[THE PROBLEM]
Where a line of the entries holds the string "Sutherland", copy that line.

[RECORDS TO USE]
==============================

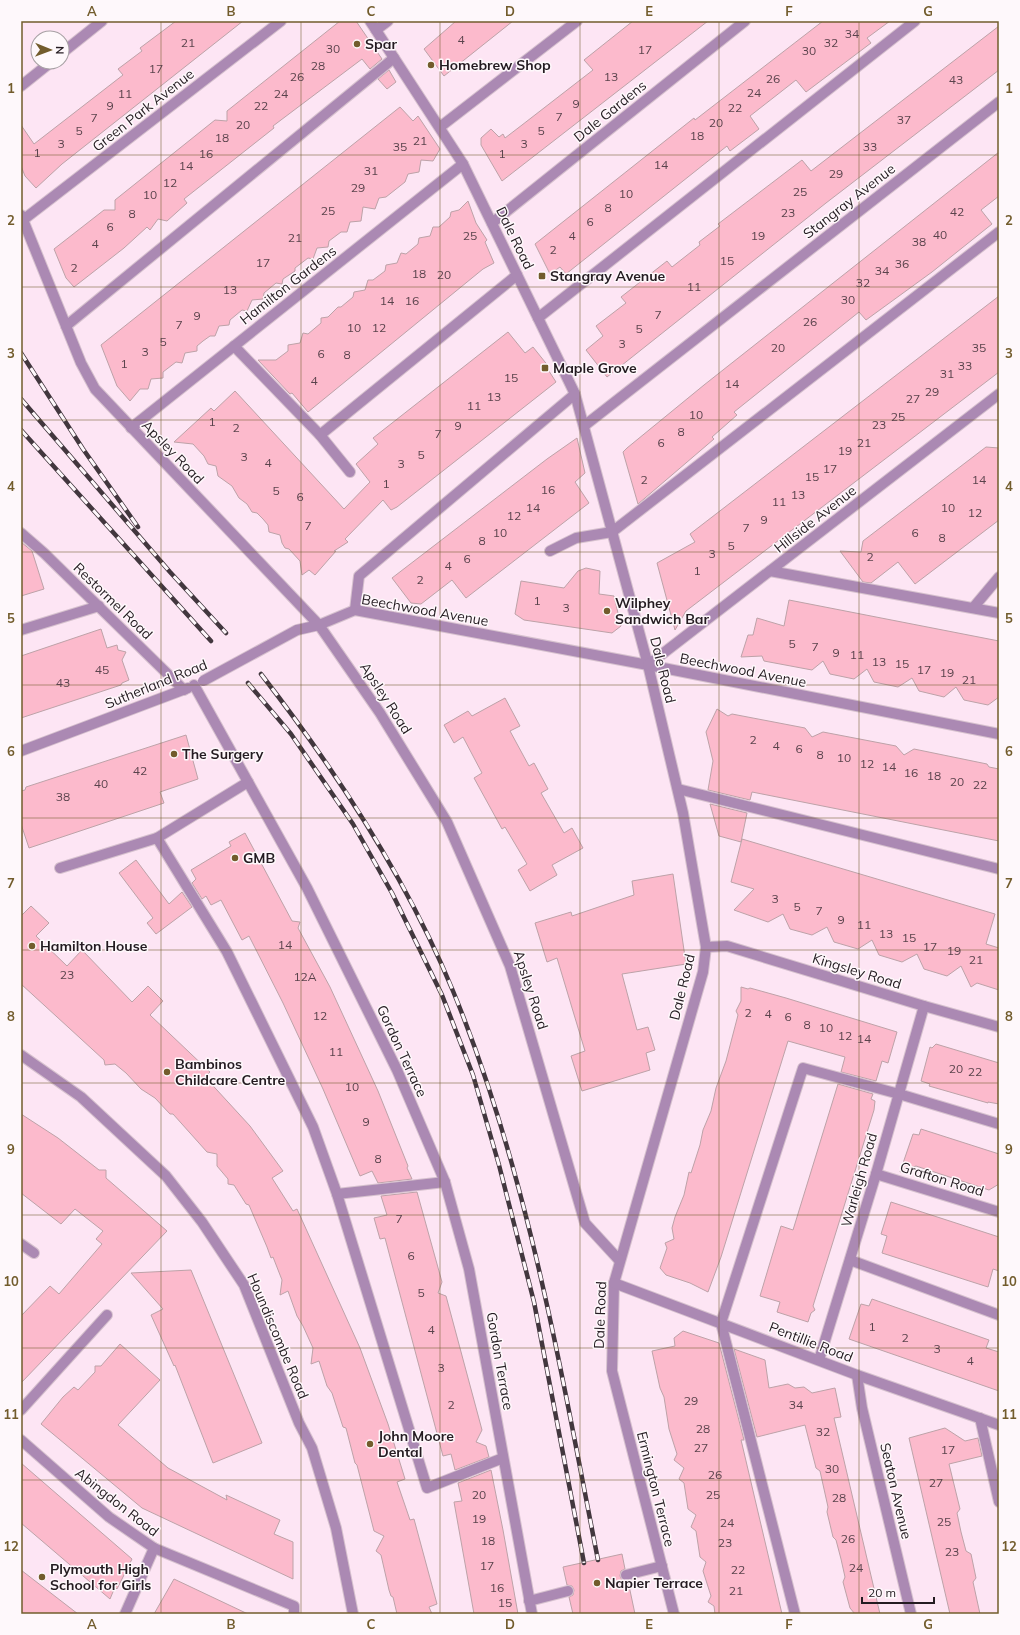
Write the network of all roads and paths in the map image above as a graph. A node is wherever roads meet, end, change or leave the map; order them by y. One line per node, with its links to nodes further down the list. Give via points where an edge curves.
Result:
1 (102, 21): 9 (street)
2 (281, 21): 16 (street, Green Park Avenue)
3 (370, 21): 8 (street, Dale Road)
4 (388, 21): 8 (street)
5 (577, 21): 14 (street)
6 (745, 21): 17 (street, Dale Gardens)
7 (915, 21): 20 (street)
8 (376, 30): 10 (street, Dale Road)
9 (70, 47)
10 (394, 58): 14 (street, Dale Road); 21 (street)
11 (41, 70): 12 (street)
12 (21, 86)
13 (999, 102): 25 (street, Stangray Avenue)
14 (440, 128): 15 (street, Dale Road)
15 (463, 164): 17 (street, Dale Road); 22 (street, Hamilton Gardens)
16 (22, 217): 21 (street, Apsley Road)
17 (492, 223): 19 (street, Dale Road)
18 (999, 232): 29 (street)
19 (517, 275): 20 (street, Dale Road); 27 (street)
20 (538, 318): 23 (street, Dale Road)
21 (66, 326): 26 (street, Apsley Road, via 95,389)
22 (234, 346): 26 (street, Hamilton Gardens); 27 (street)
23 (575, 394): 25 (street, Dale Road); 36 (street, via 359,576)
24 (999, 394): 32 (street, Hillside Avenue)
25 (584, 426): 29 (street, Dale Road)
26 (131, 428): 38 (street, Apsley Road)
27 (320, 435): 28 (street)
28 (350, 472)
29 (612, 532): 31 (street, via 576,538); 40 (street, Dale Road)
30 (21, 533): 34 (street, Restormel Road)
31 (550, 551)
32 (770, 571): 35 (street); 40 (street, Hillside Avenue)
33 (999, 576): 35 (street)
34 (99, 606): 39 (street); 42 (street, Restormel Road)
35 (973, 608): 37 (street)
36 (355, 610): 38 (street, Beechwood Avenue); 40 (street, Beechwood Avenue)
37 (999, 613)
38 (319, 624): 41 (street, Sutherland Road, bridge, via 298,630); 62 (street, Apsley Road, via 380,713 448,822 510,966 585,1223)
39 (21, 630)
40 (648, 665): 43 (street, Beechwood Avenue); 46 (street, Dale Road)
41 (198, 683): 42 (street, Sutherland Road); 45 (street, Gordon Terrace)
42 (184, 690): 44 (street, Sutherland Road)
43 (999, 734)
44 (21, 751)
45 (248, 782): 47 (street); 57 (street, Gordon Terrace, via 307,888 397,1070)
46 (678, 789): 49 (street); 50 (street, Dale Road)
47 (157, 838): 48 (street); 58 (street, via 227,952 313,1127)
48 (60, 868)
49 (999, 870)
50 (706, 947): 51 (street, Kingsley Road, via 727,946); 62 (street, Dale Road, via 703,972 679,1037)
51 (924, 1006): 52 (street, Kingsley Road); 54 (street, Warleigh Road)
52 (999, 1026)
53 (21, 1055): 84 (street, Houndiscombe Road, via 81,1097 166,1176 202,1222 244,1285 299,1423 312,1448 336,1528)
54 (898, 1094): 55 (street); 56 (street, Warleigh Road); 67 (street, via 803,1068)
55 (999, 1124)
56 (876, 1174): 59 (street, Grafton Road); 63 (street, Warleigh Road)
57 (445, 1182): 58 (street); 75 (street, Gordon Terrace, via 469,1269)
58 (337, 1194): 75 (street, via 427,1488)
59 (999, 1212)
60 (21, 1244): 61 (street)
61 (34, 1253)
62 (619, 1260): 64 (street, Dale Road)
63 (850, 1260): 66 (street); 68 (street, Warleigh Road)
64 (614, 1282): 67 (street, Pentillie Road); 69 (street, Dale Road)
65 (107, 1315): 71 (street)
66 (999, 1315)
67 (721, 1323): 68 (street, Pentillie Road); 87 (street)
68 (819, 1360): 70 (street, Pentillie Road)
69 (612, 1371): 78 (street, Ermington Terrace)
70 (857, 1375): 72 (street, Pentillie Road); 88 (street, Seaton Avenue, via 862,1408)
71 (21, 1410)
72 (980, 1418): 73 (street, Pentillie Road); 76 (street)
73 (999, 1425)
74 (21, 1440): 77 (street, Abingdon Road, via 109,1517)
75 (503, 1458): 81 (street)
76 (999, 1502)
77 (154, 1548): 82 (street, Abingdon Road); 83 (street)
78 (662, 1566): 79 (street); 86 (street, Ermington Terrace)
79 (626, 1576)
80 (568, 1591): 81 (street)
81 (529, 1601): 85 (street)
82 (294, 1610)
83 (125, 1614)
84 (353, 1614)
85 (532, 1614)
86 (674, 1614)
87 (795, 1614)
88 (911, 1614)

==============================

[SOLUTION]
38 (319, 624): 41 (street, Sutherland Road, bridge, via 298,630); 62 (street, Apsley Road, via 380,713 448,822 510,966 585,1223)
41 (198, 683): 42 (street, Sutherland Road); 45 (street, Gordon Terrace)
42 (184, 690): 44 (street, Sutherland Road)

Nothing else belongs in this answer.